Every line with the string "BORAN" in it belongs in your answer, so copy them all from the data.

Dataset content section start

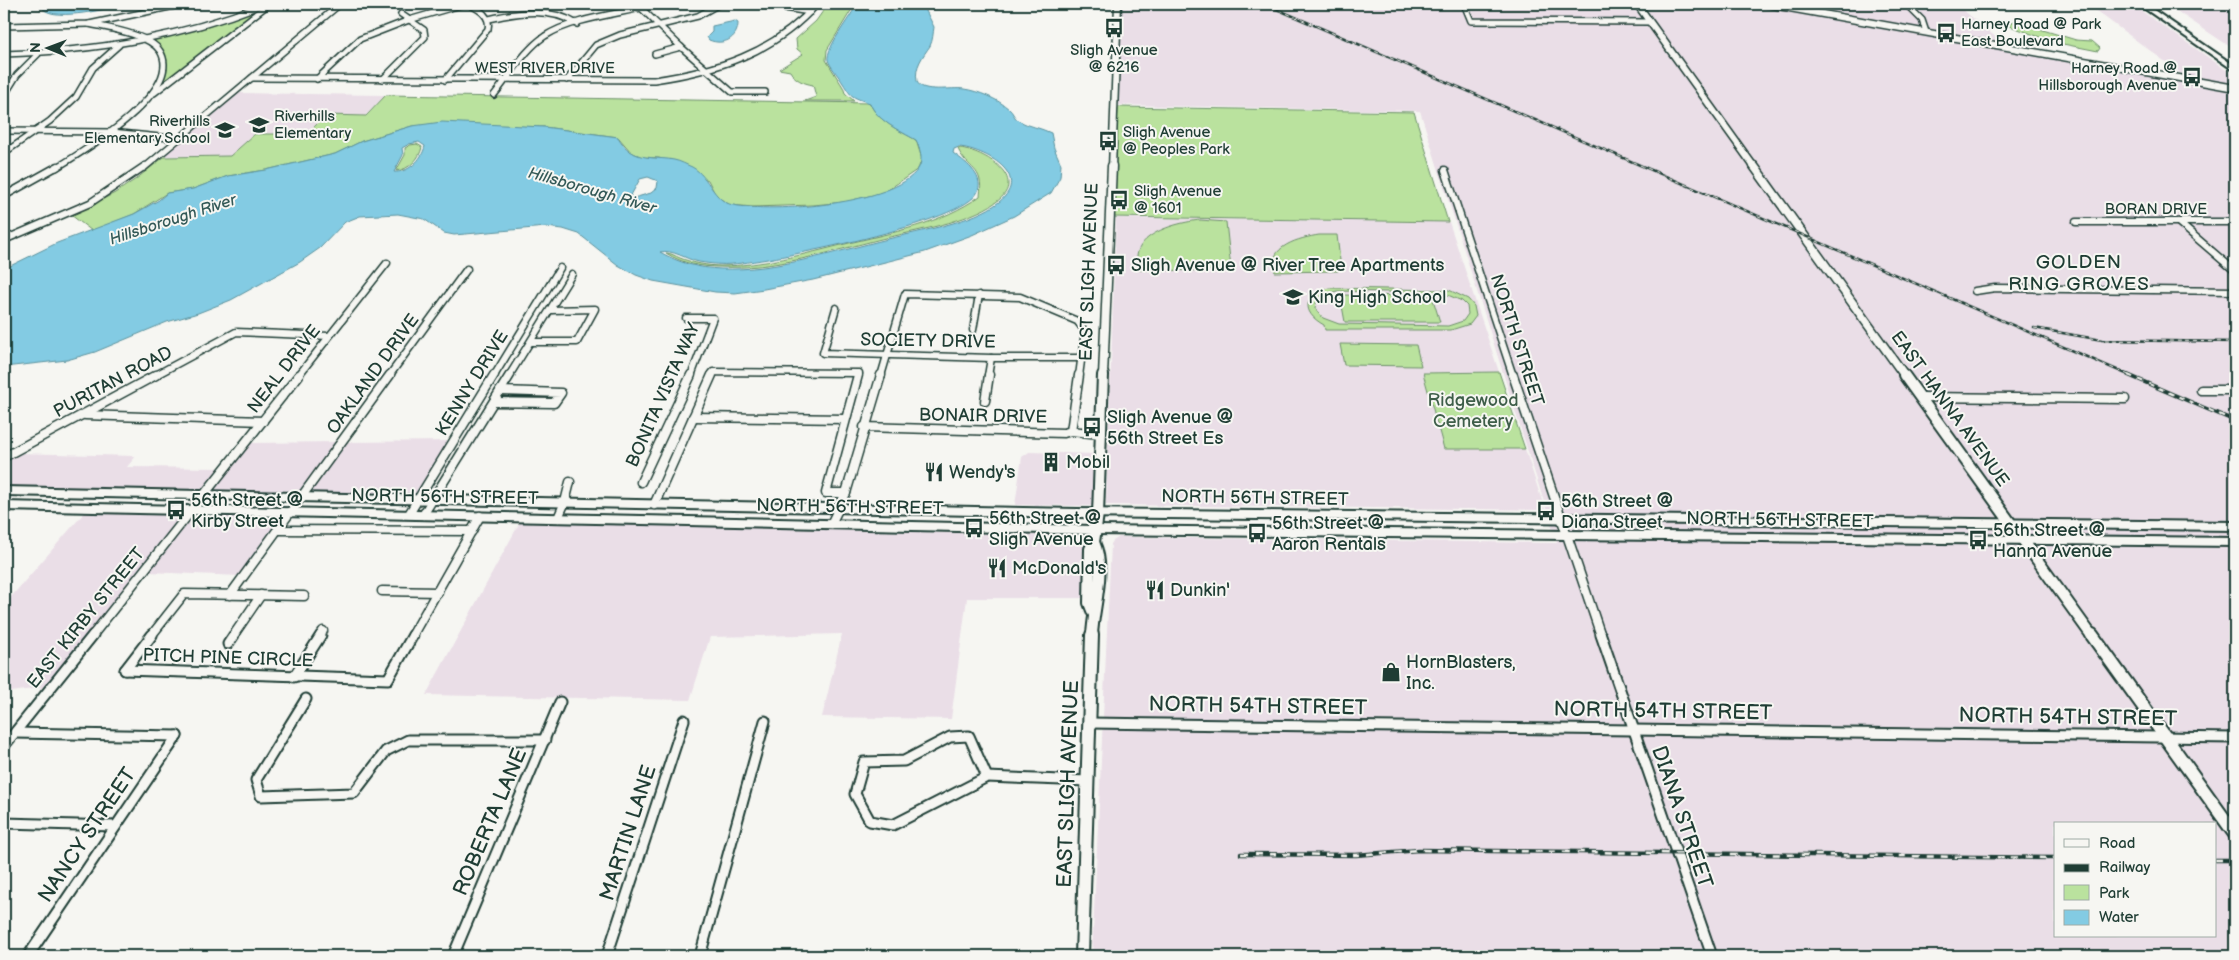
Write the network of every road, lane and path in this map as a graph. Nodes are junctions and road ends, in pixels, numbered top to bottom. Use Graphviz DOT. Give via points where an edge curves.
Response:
graph roads {
  1 [pos="184,4"];
  2 [pos="264,4"];
  3 [pos="269,4"];
  4 [pos="340,4"];
  5 [pos="464,4"];
  6 [pos="468,4"];
  7 [pos="637,4"];
  8 [pos="657,4"];
  9 [pos="719,4"];
  10 [pos="758,4"];
  11 [pos="766,4"];
  12 [pos="817,4"];
  13 [pos="1118,4"];
  14 [pos="1464,4"];
  15 [pos="1637,4"];
  16 [pos="1767,4"];
  17 [pos="1906,4"];
  18 [pos="2141,4"];
  19 [pos="2153,4"];
  20 [pos="642,8"];
  21 [pos="810,12"];
  22 [pos="401,14"];
  23 [pos="237,15"];
  24 [pos="251,17"];
  25 [pos="489,19"];
  26 [pos="409,20"];
  27 [pos="1649,22"];
  28 [pos="89,24"];
  29 [pos="577,24"];
  30 [pos="4,26"];
  31 [pos="661,26"];
  32 [pos="1926,32"];
  33 [pos="144,39"];
  34 [pos="120,44"];
  35 [pos="680,47"];
  36 [pos="4,54"];
  37 [pos="38,54"];
  38 [pos="655,54"];
  39 [pos="2235,59"];
  40 [pos="2235,68"];
  41 [pos="705,69"];
  42 [pos="183,70"];
  43 [pos="162,72"];
  44 [pos="252,78"];
  45 [pos="317,79"];
  46 [pos="383,79"];
  47 [pos="445,80"];
  48 [pos="506,80"];
  49 [pos="567,80"];
  50 [pos="2235,88"];
  51 [pos="765,92"];
  52 [pos="494,95"];
  53 [pos="4,96"];
  54 [pos="150,96"];
  55 [pos="38,130"];
  56 [pos="4,131"];
  57 [pos="112,132"];
  58 [pos="179,139"];
  59 [pos="4,153"];
  60 [pos="1445,170"];
  61 [pos="4,196"];
  62 [pos="2076,222"];
  63 [pos="2178,222"];
  64 [pos="2235,222"];
  65 [pos="4,240"];
  66 [pos="387,263"];
  67 [pos="560,268"];
  68 [pos="468,269"];
  69 [pos="2235,271"];
  70 [pos="572,274"];
  71 [pos="1975,291"];
  72 [pos="2235,291"];
  73 [pos="980,295"];
  74 [pos="836,308"];
  75 [pos="551,310"];
  76 [pos="686,318"];
  77 [pos="974,330"];
  78 [pos="329,336"];
  79 [pos="531,342"];
  80 [pos="887,356"];
  81 [pos="991,358"];
  82 [pos="1080,358"];
  83 [pos="2200,390"];
  84 [pos="2235,390"];
  85 [pos="500,391"];
  86 [pos="1920,397"];
  87 [pos="2125,399"];
  88 [pos="985,401"];
  89 [pos="494,402"];
  90 [pos="82,415"];
  91 [pos="693,417"];
  92 [pos="845,419"];
  93 [pos="263,421"];
  94 [pos="864,427"];
  95 [pos="1071,431"];
  96 [pos="1100,434"];
  97 [pos="4,456"];
  98 [pos="570,482"];
  99 [pos="641,482"];
  100 [pos="4,491"];
  101 [pos="90,492"];
  102 [pos="846,493"];
  103 [pos="206,494"];
  104 [pos="302,497"];
  105 [pos="418,500"];
  106 [pos="432,500"];
  107 [pos="565,502"];
  108 [pos="654,505"];
  109 [pos="4,506"];
  110 [pos="76,507"];
  111 [pos="194,509"];
  112 [pos="840,509"];
  113 [pos="292,511"];
  114 [pos="409,514"];
  115 [pos="1098,514"];
  116 [pos="423,515"];
  117 [pos="480,516"];
  118 [pos="1347,517"];
  119 [pos="558,518"];
  120 [pos="1560,519"];
  121 [pos="1839,522"];
  122 [pos="831,524"];
  123 [pos="2011,524"];
  124 [pos="2235,526"];
  125 [pos="278,530"];
  126 [pos="472,532"];
  127 [pos="1349,532"];
  128 [pos="1566,535"];
  129 [pos="1095,536"];
  130 [pos="1849,538"];
  131 [pos="2022,540"];
  132 [pos="2235,542"];
  133 [pos="382,591"];
  134 [pos="438,592"];
  135 [pos="230,595"];
  136 [pos="261,595"];
  137 [pos="304,596"];
  138 [pos="323,631"];
  139 [pos="228,644"];
  140 [pos="294,677"];
  141 [pos="306,699"];
  142 [pos="560,702"];
  143 [pos="684,720"];
  144 [pos="765,721"];
  145 [pos="1090,723"];
  146 [pos="1632,730"];
  147 [pos="15,733"];
  148 [pos="2164,736"];
  149 [pos="2235,738"];
  150 [pos="545,740"];
  151 [pos="4,746"];
  152 [pos="987,778"];
  153 [pos="1088,781"];
  154 [pos="4,823"];
  155 [pos="115,826"];
  156 [pos="2235,834"];
  157 [pos="28,956"];
  158 [pos="453,956"];
  159 [pos="607,956"];
  160 [pos="700,956"];
  161 [pos="1082,956"];
  162 [pos="1712,956"];
  1 -- 28 [label="street"];
  2 -- 23 [label="street"];
  3 -- 24 [label="street"];
  4 -- 44 [label="street"];
  5 -- 26 [label="street"];
  6 -- 25 [label="street" via="481,10"];
  7 -- 20 [label="street"];
  8 -- 20 [label="street"];
  9 -- 31 [label="street" via="698,16"];
  10 -- 11 [label="street"];
  11 -- 21 [label="street"];
  12 -- 21 [label="street, WEST RIVER DRIVE"];
  13 -- 96 [label="street, EAST SLIGH AVENUE"];
  14 -- 27 [label="street" via="1471,21"];
  15 -- 27 [label="street, EAST HANNA AVENUE"];
  16 -- 32 [label="street"];
  17 -- 32 [label="street" via="1922,20"];
  18 -- 40 [label="main road"];
  19 -- 39 [label="main road"];
  20 -- 29 [label="street"];
  20 -- 31 [label="street"];
  21 -- 41 [label="street, WEST RIVER DRIVE" via="794,28 761,48"];
  22 -- 26 [label="street"];
  23 -- 24 [label="street"];
  23 -- 33 [label="street"];
  24 -- 42 [label="street"];
  25 -- 29 [label="street" via="534,13 564,17"];
  25 -- 47 [label="street" via="485,35"];
  26 -- 45 [label="street" via="360,39"];
  26 -- 46 [label="street" via="424,30 425,37"];
  27 -- 86 [label="street, EAST HANNA AVENUE"];
  28 -- 30 [label="street"];
  28 -- 33 [label="street"];
  29 -- 48 [label="street" via="542,38"];
  31 -- 35 [label="street"];
  31 -- 49 [label="street" via="596,45"];
  32 -- 50 [label="street"];
  33 -- 34 [label="street"];
  33 -- 43 [label="street" via="160,52"];
  34 -- 37 [label="street"];
  34 -- 55 [label="street" via="93,68 76,97"];
  35 -- 38 [label="street"];
  35 -- 41 [label="street"];
  36 -- 37 [label="street"];
  37 -- 53 [label="street" via="17,75"];
  41 -- 49 [label="street, WEST RIVER DRIVE" via="649,80"];
  41 -- 51 [label="street" via="732,92"];
  42 -- 43 [label="street"];
  42 -- 54 [label="street"];
  43 -- 54 [label="street"];
  44 -- 45 [label="street, WEST RIVER DRIVE"];
  44 -- 58 [label="street"];
  45 -- 46 [label="street, WEST RIVER DRIVE"];
  46 -- 47 [label="street, WEST RIVER DRIVE"];
  47 -- 48 [label="street, WEST RIVER DRIVE"];
  48 -- 49 [label="street, WEST RIVER DRIVE"];
  48 -- 52 [label="street"];
  54 -- 57 [label="street"];
  55 -- 56 [label="street"];
  55 -- 57 [label="street"];
  55 -- 59 [label="street"];
  57 -- 58 [label="street"];
  57 -- 61 [label="street" via="58,168"];
  58 -- 65 [label="street" via="117,188 55,220"];
  60 -- 120 [label="street, NORTH STREET"];
  62 -- 63 [label="street, BORAN DRIVE"];
  63 -- 64 [label="street, BORAN DRIVE"];
  63 -- 69 [label="street"];
  66 -- 78 [label="street, NEAL DRIVE"];
  67 -- 105 [label="street, KENNY DRIVE"];
  68 -- 104 [label="street, OAKLAND DRIVE"];
  70 -- 75 [label="street"];
  71 -- 72 [label="street" via="1995,288"];
  73 -- 77 [label="street"];
  73 -- 80 [label="street" via="905,294"];
  73 -- 82 [label="street" via="1020,297 1076,321 1085,331"];
  74 -- 80 [label="street, SOCIETY DRIVE" via="823,353"];
  75 -- 79 [label="street"];
  75 -- 79 [label="street" via="595,310 577,342"];
  76 -- 99 [label="street, BONITA VISTA WAY" via="713,318 695,367"];
  78 -- 90 [label="street, PURITAN ROAD" via="236,332"];
  78 -- 93 [label="street, NEAL DRIVE"];
  79 -- 85 [label="street"];
  80 -- 81 [label="street, SOCIETY DRIVE"];
  80 -- 94 [label="street"];
  81 -- 82 [label="street, SOCIETY DRIVE"];
  81 -- 88 [label="street"];
  82 -- 95 [label="street"];
  83 -- 84 [label="street"];
  85 -- 89 [label="street"];
  85 -- 89 [label="street" via="560,392 554,403"];
  86 -- 87 [label="street"];
  86 -- 123 [label="street, EAST HANNA AVENUE"];
  89 -- 106 [label="street"];
  90 -- 93 [label="street"];
  90 -- 97 [label="street, PURITAN ROAD"];
  91 -- 92 [label="street"];
  91 -- 92 [label="street" via="713,372 859,373"];
  91 -- 108 [label="street"];
  92 -- 102 [label="street" via="826,493"];
  93 -- 103 [label="street, NEAL DRIVE"];
  94 -- 95 [label="street, BONAIR DRIVE"];
  94 -- 102 [label="street"];
  95 -- 96 [label="street, BONAIR DRIVE"];
  96 -- 115 [label="street, EAST SLIGH AVENUE"];
  98 -- 107 [label="street"];
  100 -- 101 [label="main road, NORTH 56TH STREET"];
  101 -- 103 [label="main road, NORTH 56TH STREET"];
  101 -- 110 [label="main road"];
  102 -- 112 [label="street"];
  103 -- 104 [label="main road, NORTH 56TH STREET"];
  103 -- 111 [label="street, NEAL DRIVE"];
  104 -- 105 [label="main road, NORTH 56TH STREET"];
  104 -- 113 [label="street, OAKLAND DRIVE"];
  105 -- 106 [label="main road, NORTH 56TH STREET"];
  105 -- 114 [label="street, KENNY DRIVE"];
  106 -- 107 [label="main road, NORTH 56TH STREET"];
  106 -- 116 [label="street"];
  107 -- 108 [label="main road, NORTH 56TH STREET"];
  107 -- 119 [label="street"];
  108 -- 112 [label="main road, NORTH 56TH STREET"];
  109 -- 110 [label="main road, NORTH 56TH STREET"];
  110 -- 111 [label="main road, NORTH 56TH STREET"];
  111 -- 113 [label="main road, NORTH 56TH STREET"];
  111 -- 147 [label="street, EAST KIRBY STREET"];
  112 -- 115 [label="main road, NORTH 56TH STREET"];
  112 -- 122 [label="street"];
  113 -- 114 [label="main road, NORTH 56TH STREET"];
  113 -- 125 [label="street"];
  114 -- 116 [label="main road, NORTH 56TH STREET"];
  115 -- 118 [label="main road, NORTH 56TH STREET"];
  115 -- 129 [label="street, EAST SLIGH AVENUE"];
  116 -- 117 [label="main road, NORTH 56TH STREET"];
  117 -- 119 [label="main road, NORTH 56TH STREET"];
  117 -- 126 [label="street, PITCH PINE CIRCLE"];
  118 -- 120 [label="main road, NORTH 56TH STREET"];
  118 -- 127 [label="main road"];
  119 -- 122 [label="main road, NORTH 56TH STREET"];
  120 -- 121 [label="main road, NORTH 56TH STREET"];
  120 -- 128 [label="street, DIANA STREET"];
  121 -- 123 [label="main road, NORTH 56TH STREET"];
  121 -- 130 [label="main road"];
  122 -- 129 [label="main road, NORTH 56TH STREET"];
  123 -- 124 [label="main road, NORTH 56TH STREET"];
  123 -- 131 [label="street, EAST HANNA AVENUE"];
  125 -- 126 [label="street"];
  125 -- 135 [label="street"];
  126 -- 134 [label="street, PITCH PINE CIRCLE"];
  127 -- 128 [label="main road, NORTH 56TH STREET"];
  127 -- 129 [label="main road, NORTH 56TH STREET"];
  128 -- 130 [label="main road, NORTH 56TH STREET"];
  128 -- 146 [label="street, DIANA STREET"];
  129 -- 145 [label="street, EAST SLIGH AVENUE" via="1090,549 1089,603 1093,613"];
  130 -- 131 [label="main road, NORTH 56TH STREET"];
  131 -- 132 [label="main road, NORTH 56TH STREET"];
  131 -- 148 [label="street, EAST HANNA AVENUE"];
  133 -- 134 [label="street"];
  134 -- 140 [label="street, PITCH PINE CIRCLE" via="388,679"];
  135 -- 136 [label="street"];
  135 -- 140 [label="street, PITCH PINE CIRCLE" via="184,594 126,670"];
  136 -- 137 [label="street"];
  136 -- 139 [label="street"];
  138 -- 140 [label="street"];
  141 -- 150 [label="street" via="256,780 262,796 354,793 386,751 408,740"];
  142 -- 150 [label="street, ROBERTA LANE"];
  143 -- 159 [label="street, MARTIN LANE"];
  144 -- 160 [label="street"];
  145 -- 146 [label="street, NORTH 54TH STREET"];
  145 -- 153 [label="street, EAST SLIGH AVENUE"];
  146 -- 148 [label="street, NORTH 54TH STREET"];
  146 -- 162 [label="street, DIANA STREET"];
  147 -- 151 [label="street, EAST KIRBY STREET"];
  147 -- 155 [label="street, NANCY STREET" via="177,736"];
  148 -- 149 [label="street, NORTH 54TH STREET"];
  148 -- 156 [label="street, EAST HANNA AVENUE"];
  150 -- 158 [label="street, ROBERTA LANE"];
  152 -- 152 [label="street" via="893,825 870,821 855,794 864,762 904,761 950,737 969,736"];
  152 -- 153 [label="street"];
  153 -- 161 [label="street, EAST SLIGH AVENUE"];
  154 -- 155 [label="street"];
  155 -- 157 [label="street, NANCY STREET"];
}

Dataset content section end

- Written solution:
  62 -- 63 [label="street, BORAN DRIVE"];
  63 -- 64 [label="street, BORAN DRIVE"];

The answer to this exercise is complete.